> _Brief_:
Take each line in the entries below that holds "Avenue" and show it.

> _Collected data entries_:
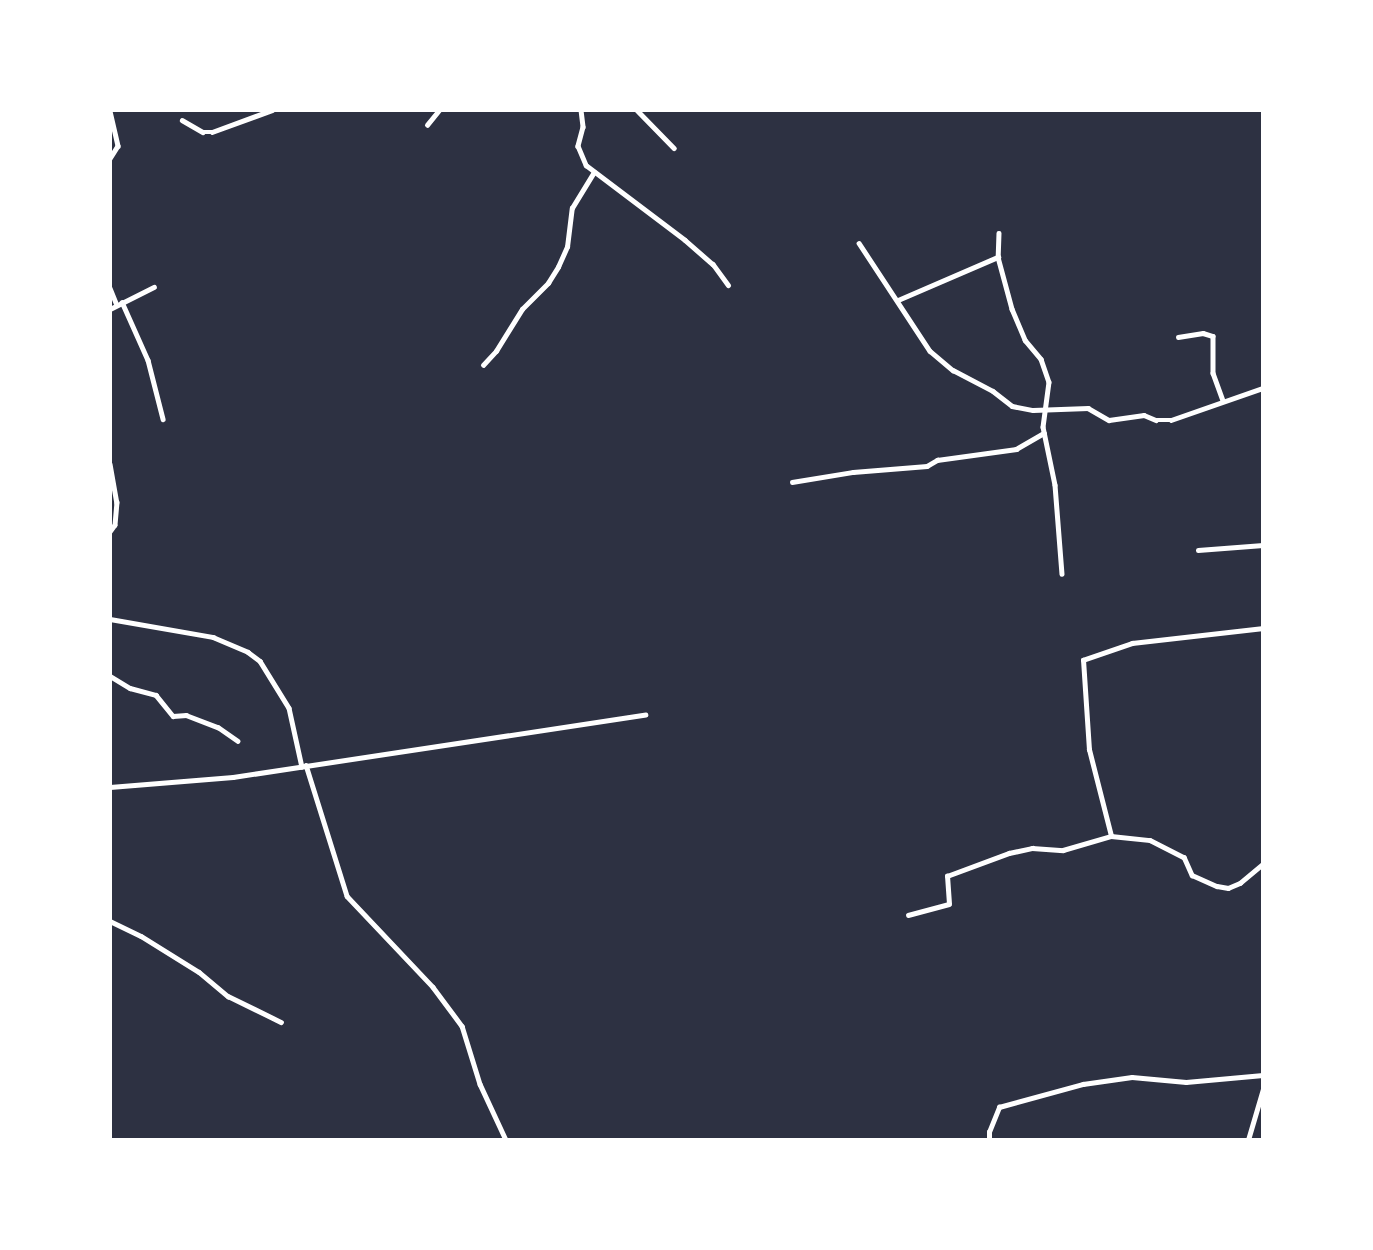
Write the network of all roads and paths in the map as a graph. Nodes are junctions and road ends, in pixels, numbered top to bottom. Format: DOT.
graph roads {
  1 [pos="272,110"];
  2 [pos="439,110"];
  3 [pos="581,110"];
  4 [pos="637,110"];
  5 [pos="110,111"];
  6 [pos="182,120"];
  7 [pos="427,125"];
  8 [pos="674,148"];
  9 [pos="110,159"];
  10 [pos="594,172"];
  11 [pos="999,233"];
  12 [pos="859,243"];
  13 [pos="998,257"];
  14 [pos="728,285"];
  15 [pos="153,287"];
  16 [pos="110,288"];
  17 [pos="898,300"];
  18 [pos="119,303"];
  19 [pos="110,309"];
  20 [pos="1178,337"];
  21 [pos="483,365"];
  22 [pos="1263,388"];
  23 [pos="1223,400"];
  24 [pos="1045,410"];
  25 [pos="163,419"];
  26 [pos="1044,433"];
  27 [pos="110,464"];
  28 [pos="792,482"];
  29 [pos="110,532"];
  30 [pos="1263,545"];
  31 [pos="1198,550"];
  32 [pos="1062,574"];
  33 [pos="110,619"];
  34 [pos="1263,628"];
  35 [pos="110,676"];
  36 [pos="645,715"];
  37 [pos="238,741"];
  38 [pos="304,766"];
  39 [pos="110,787"];
  40 [pos="1111,836"];
  41 [pos="1263,864"];
  42 [pos="908,915"];
  43 [pos="110,921"];
  44 [pos="281,1021"];
  45 [pos="1263,1075"];
  46 [pos="1263,1089"];
  47 [pos="506,1140"];
  48 [pos="989,1140"];
  49 [pos="1248,1140"];
  1 -- 6 [label="street"];
  2 -- 7 [label="street"];
  3 -- 10 [label="street"];
  4 -- 8 [label="street"];
  5 -- 9 [label="street"];
  10 -- 14 [label="street"];
  10 -- 21 [label="street"];
  11 -- 13 [label="street"];
  12 -- 17 [label="street"];
  13 -- 17 [label="street"];
  13 -- 24 [label="street"];
  15 -- 18 [label="street"];
  16 -- 18 [label="street"];
  17 -- 24 [label="street"];
  18 -- 19 [label="street"];
  18 -- 25 [label="street"];
  20 -- 23 [label="street"];
  22 -- 23 [label="street"];
  23 -- 24 [label="street"];
  24 -- 26 [label="street"];
  26 -- 28 [label="street"];
  26 -- 32 [label="street"];
  27 -- 29 [label="street"];
  30 -- 31 [label="street"];
  33 -- 38 [label="street"];
  34 -- 40 [label="street"];
  35 -- 37 [label="street"];
  36 -- 38 [label="street"];
  38 -- 39 [label="street"];
  38 -- 47 [label="street"];
  40 -- 41 [label="street"];
  40 -- 42 [label="street"];
  43 -- 44 [label="street"];
  45 -- 48 [label="street"];
  46 -- 49 [label="street"];
}
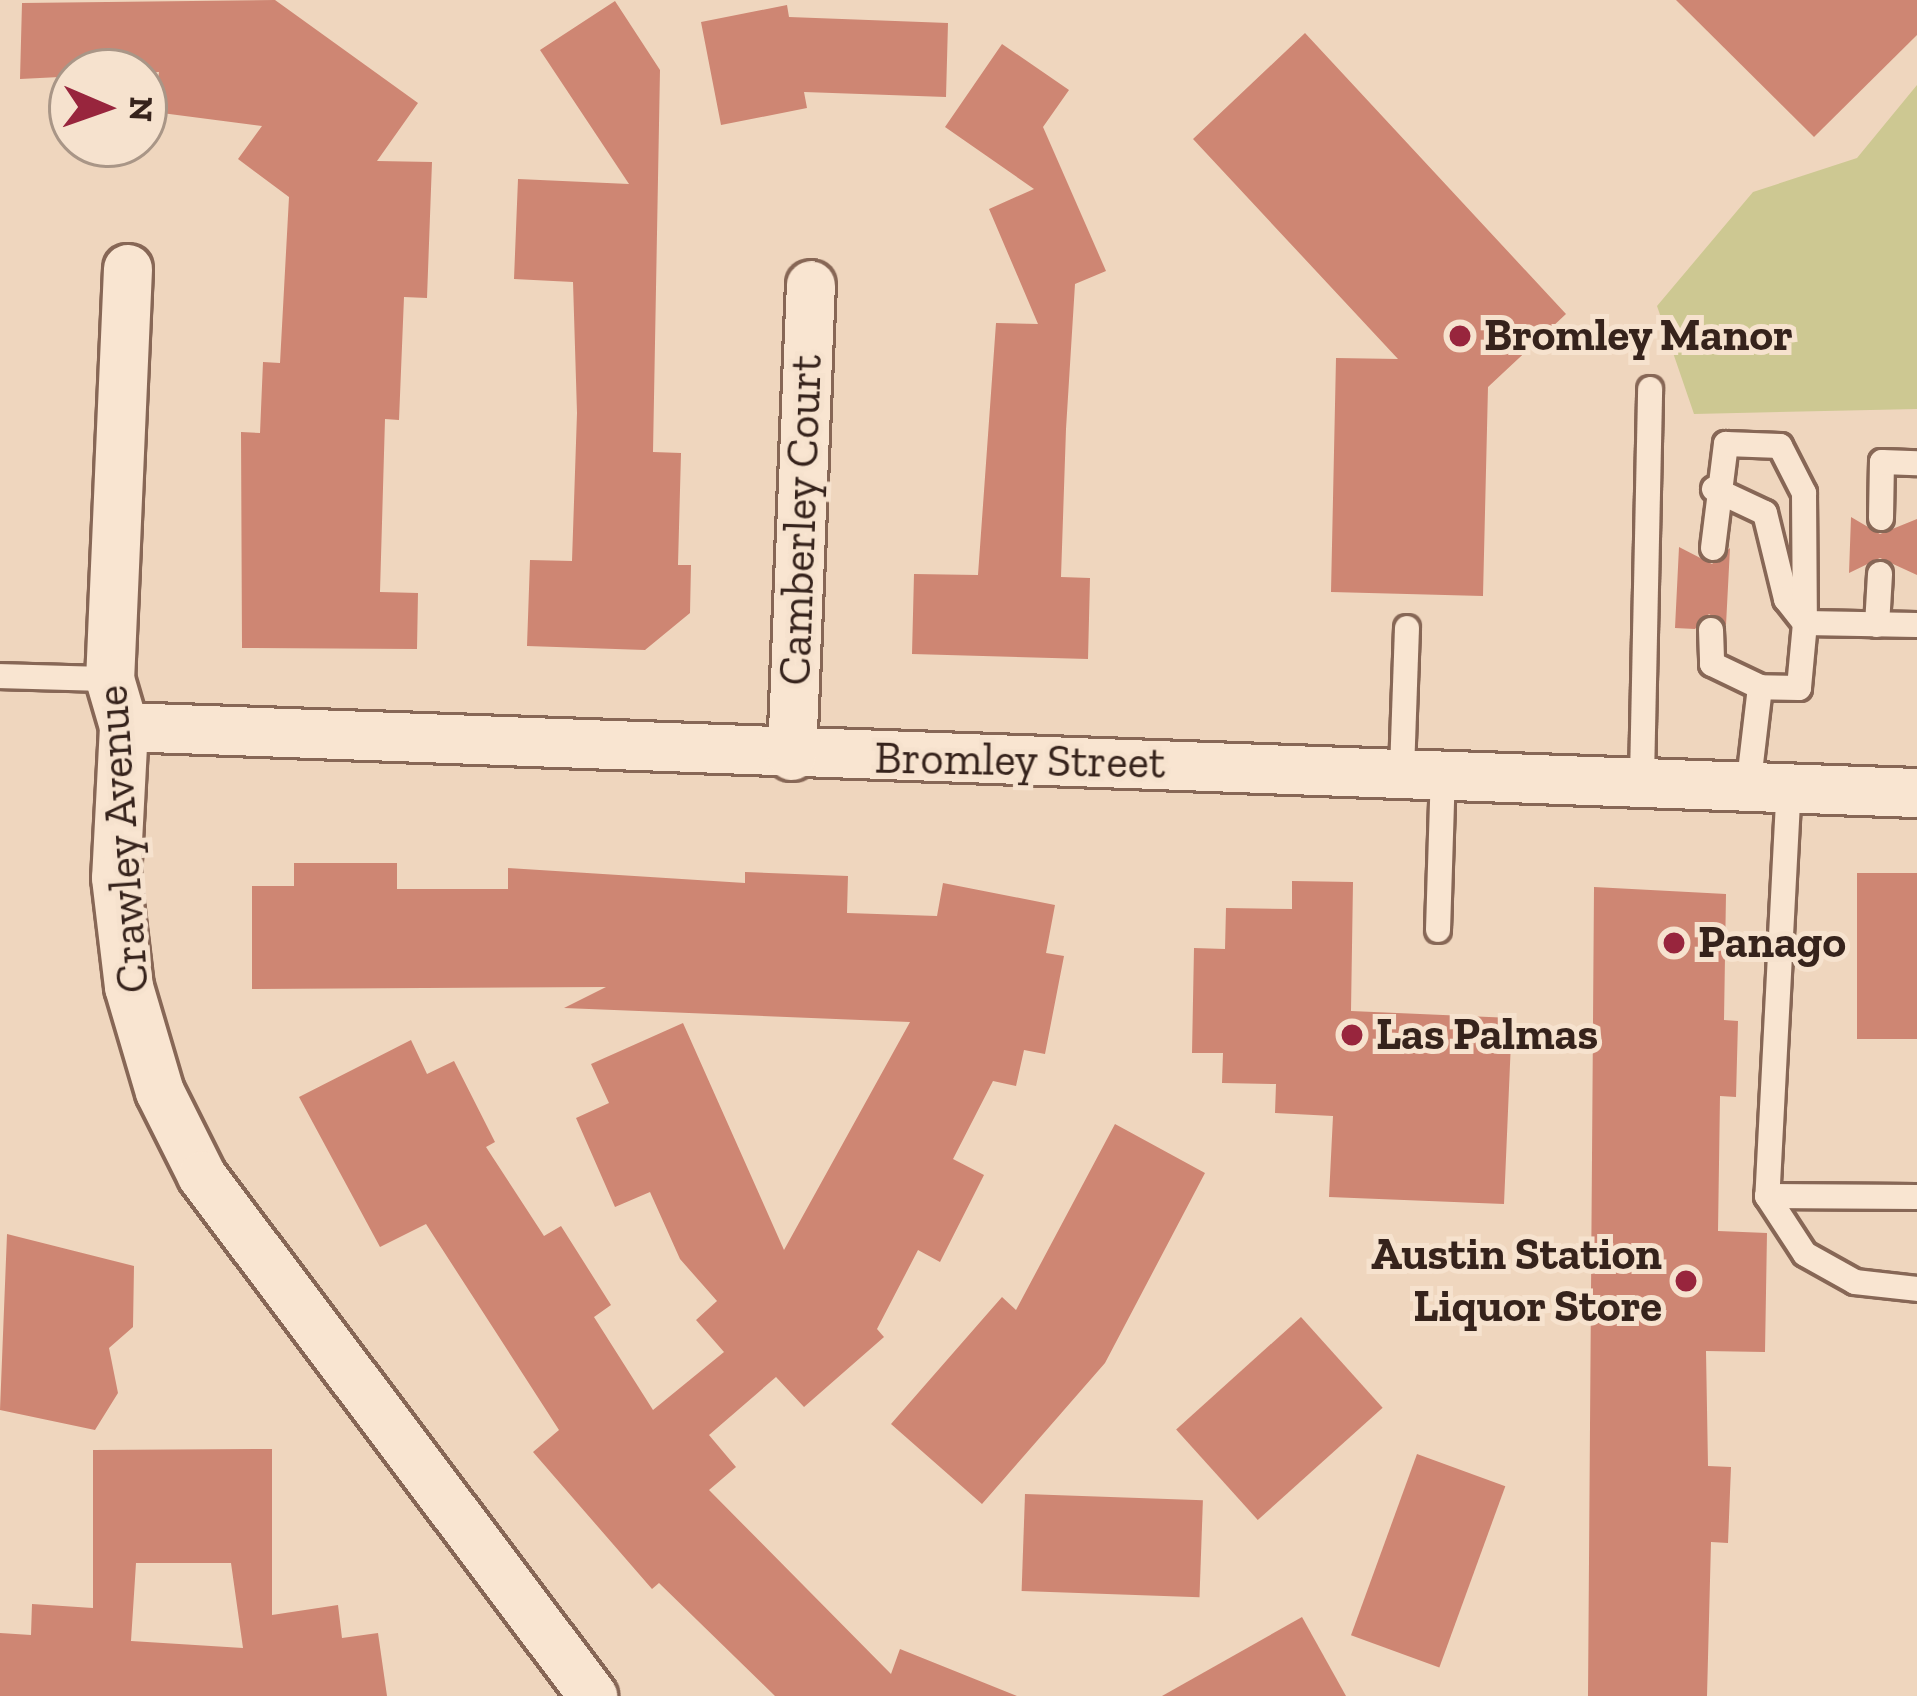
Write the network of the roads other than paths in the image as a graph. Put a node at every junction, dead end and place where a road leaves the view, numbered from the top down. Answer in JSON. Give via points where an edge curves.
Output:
{"nodes":[{"id":1,"x":128,"y":269,"type":"dead end"},
{"id":2,"x":811,"y":285,"type":"dead end"},
{"id":3,"x":1650,"y":389,"type":"dead end"},
{"id":4,"x":1917,"y":463,"type":"edge"},
{"id":5,"x":1714,"y":489,"type":"junction"},
{"id":6,"x":1881,"y":518,"type":"dead end"},
{"id":7,"x":1713,"y":548,"type":"dead end"},
{"id":8,"x":1880,"y":574,"type":"dead end"},
{"id":9,"x":1805,"y":623,"type":"junction"},
{"id":10,"x":1877,"y":625,"type":"junction"},
{"id":11,"x":1917,"y":625,"type":"edge"},
{"id":12,"x":1407,"y":628,"type":"dead end"},
{"id":13,"x":1712,"y":630,"type":"dead end"},
{"id":14,"x":0,"y":676,"type":"edge"},
{"id":15,"x":110,"y":679,"type":"junction"},
{"id":16,"x":1760,"y":687,"type":"junction"},
{"id":17,"x":124,"y":727,"type":"junction"},
{"id":18,"x":792,"y":756,"type":"junction"},
{"id":19,"x":1423,"y":772,"type":"junction"},
{"id":20,"x":1642,"y":778,"type":"junction"},
{"id":21,"x":1769,"y":781,"type":"junction"},
{"id":22,"x":1917,"y":793,"type":"edge"},
{"id":23,"x":1438,"y":930,"type":"dead end"},
{"id":24,"x":1767,"y":1196,"type":"junction"},
{"id":25,"x":1917,"y":1197,"type":"edge"},
{"id":26,"x":1917,"y":1289,"type":"edge"},
{"id":27,"x":593,"y":1696,"type":"edge"}],
"edges":[{"from":1,"to":15,"type":"street","name":"Crawley Avenue"},
{"from":2,"to":18,"type":"street","name":"Camberley Court"},
{"from":3,"to":20,"type":"lane"},
{"from":4,"to":6,"type":"lane","via":[[1882,462]]},
{"from":5,"to":7,"type":"lane"},
{"from":5,"to":9,"type":"lane","via":[[1765,513],[1786,599]]},
{"from":5,"to":9,"type":"lane","via":[[1726,444],[1780,446],[1794,465],[1806,512]]},
{"from":8,"to":10,"type":"lane"},
{"from":9,"to":10,"type":"lane"},
{"from":9,"to":16,"type":"lane","via":[[1799,688]]},
{"from":10,"to":11,"type":"lane"},
{"from":12,"to":19,"type":"lane"},
{"from":13,"to":16,"type":"lane","via":[[1712,664]]},
{"from":14,"to":15,"type":"lane"},
{"from":15,"to":17,"type":"street","name":"Crawley Avenue"},
{"from":16,"to":21,"type":"lane"},
{"from":17,"to":18,"type":"street","name":"Bromley Street"},
{"from":17,"to":27,"type":"street","name":"Crawley Avenue","via":[[122,944],[177,1133]]},
{"from":18,"to":19,"type":"street","name":"Bromley Street"},
{"from":19,"to":20,"type":"street","name":"Bromley Street"},
{"from":19,"to":23,"type":"lane"},
{"from":20,"to":21,"type":"street","name":"Bromley Street"},
{"from":21,"to":22,"type":"street","name":"Bromley Street"},
{"from":21,"to":24,"type":"lane"},
{"from":24,"to":25,"type":"lane"},
{"from":24,"to":26,"type":"lane","via":[[1804,1254],[1855,1282]]}]}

> _Solution to this exercise_:
"edges":[{"from":1,"to":15,"type":"street","name":"Crawley Avenue"},
{"from":15,"to":17,"type":"street","name":"Crawley Avenue"},
{"from":17,"to":27,"type":"street","name":"Crawley Avenue","via":[[122,944],[177,1133]]},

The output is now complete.